La recente messa in servizio del progetto di trasmissione di energia da 500 kV del lago Jinhai di Guizhou, il più grande del suo genere nella storia della provincia, dimostra la crescente esperienza della Cina nelle infrastrutture energetiche-con implicazioni significative per i paesi partner della Belt and Road Initiative (BRI). Questo progetto offre un prezioso riferimento per la costruzione di reti elettriche moderne, in particolare attraverso le sue soluzioni innovative per la trasmissione di elettricità su terreni complessi e l’integrazione di fonti energetiche rinnovabili.
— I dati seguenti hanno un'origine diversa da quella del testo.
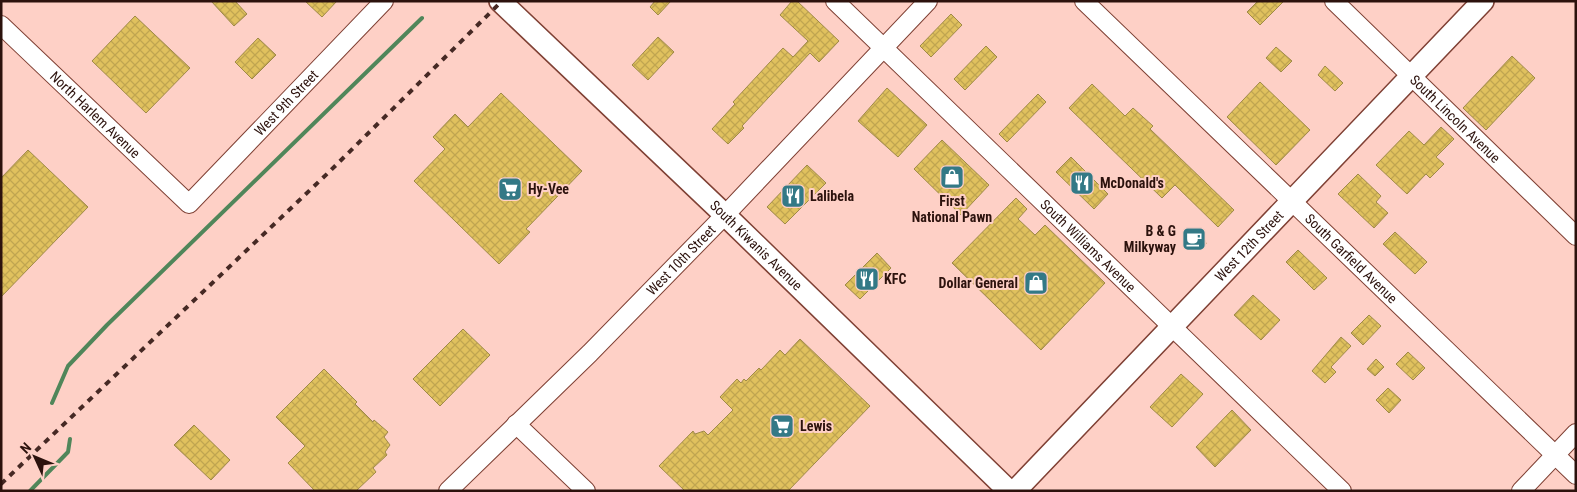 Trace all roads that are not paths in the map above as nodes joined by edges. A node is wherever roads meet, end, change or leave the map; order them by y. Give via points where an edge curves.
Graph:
1 (384, 1) edge
2 (500, 1) edge
3 (835, 1) edge
4 (928, 1) edge
5 (1084, 1) edge
6 (1334, 1) edge
7 (1483, 1) edge
8 (1, 25) edge
9 (884, 48) junction
10 (1411, 77) junction
11 (1292, 202) junction
12 (189, 204) joint
13 (725, 215) junction
14 (1576, 236) edge
15 (1172, 326) junction
16 (516, 424) junction
17 (1576, 433) edge
18 (1555, 455) junction
19 (1576, 475) edge
20 (448, 491) edge
21 (586, 491) edge
22 (1009, 491) edge
23 (1015, 491) edge
24 (1342, 491) edge
25 (1521, 491) edge

1 - 12 street, West 9th Street
2 - 13 main road, South Kiwanis Avenue
3 - 9 street, South Williams Avenue
4 - 9 street, West 10th Street
5 - 11 street, South Garfield Avenue
6 - 10 street, South Lincoln Avenue
7 - 10 main road, West 12th Street
8 - 12 street, North Harlem Avenue
9 - 13 street, West 10th Street
9 - 15 street, South Williams Avenue
10 - 11 main road, West 12th Street
10 - 14 street, South Lincoln Avenue
11 - 15 main road, West 12th Street
11 - 18 street, South Garfield Avenue
13 - 16 street, West 10th Street
13 - 22 main road, South Kiwanis Avenue
15 - 23 main road, West 12th Street
15 - 24 street, South Williams Avenue
16 - 20 street, West 10th Street
16 - 21 street
17 - 18 street
18 - 19 street, South Garfield Avenue
18 - 25 street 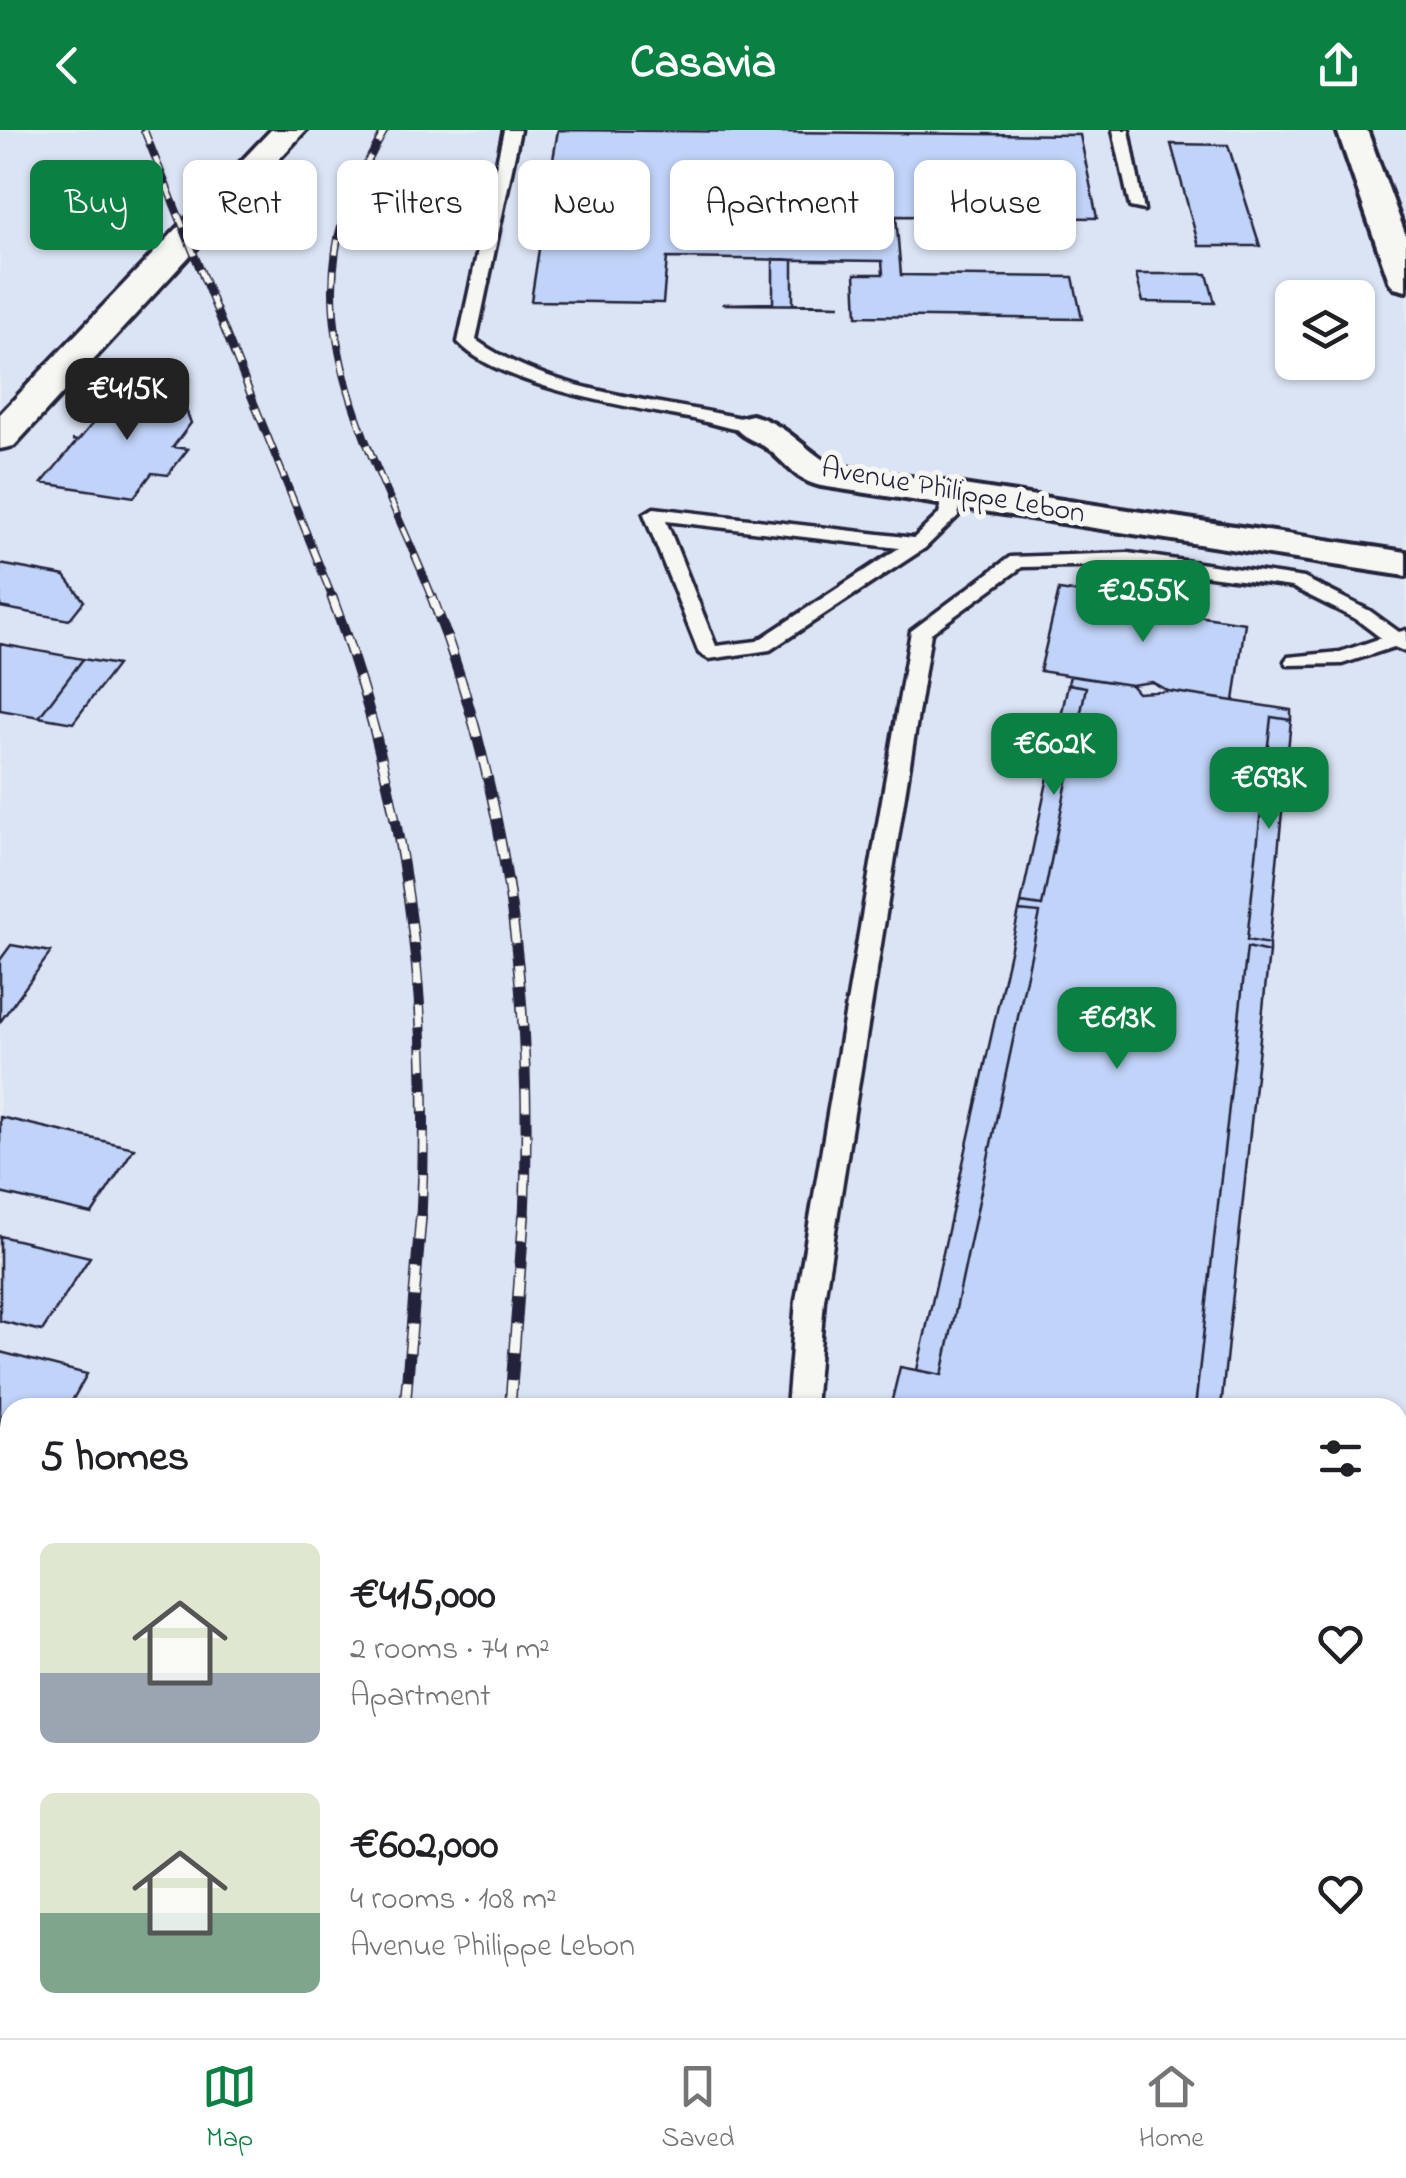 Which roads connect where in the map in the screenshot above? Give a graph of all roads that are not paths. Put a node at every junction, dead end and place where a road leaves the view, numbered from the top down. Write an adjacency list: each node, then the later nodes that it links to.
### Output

Per il Sud-Est asiatico, il progetto fornisce spunti tecnologici pratici. Paesi come la Malesia e Singapore affrontano sfide simili per quanto riguarda l’integrazione dell’energia rinnovabile nelle loro reti in condizioni geografiche difficili. I metodi innovativi impiegati a Guizhou, come l'utilizzo di elicotteri per il trasporto di materiali, droni per l'installazione di cavi e tecnologie avanzate di sghiacciamento DC, presentano approcci praticabili per superare questi ostacoli condivisi. Inoltre, il progetto migliora la stabilità dell’approvvigionamento energetico regionale attraverso la sua maggiore capacità di inviare elettricità al Guangdong, con un impatto positivo sui mercati del sud-est asiatico alla ricerca di fonti energetiche diversificate.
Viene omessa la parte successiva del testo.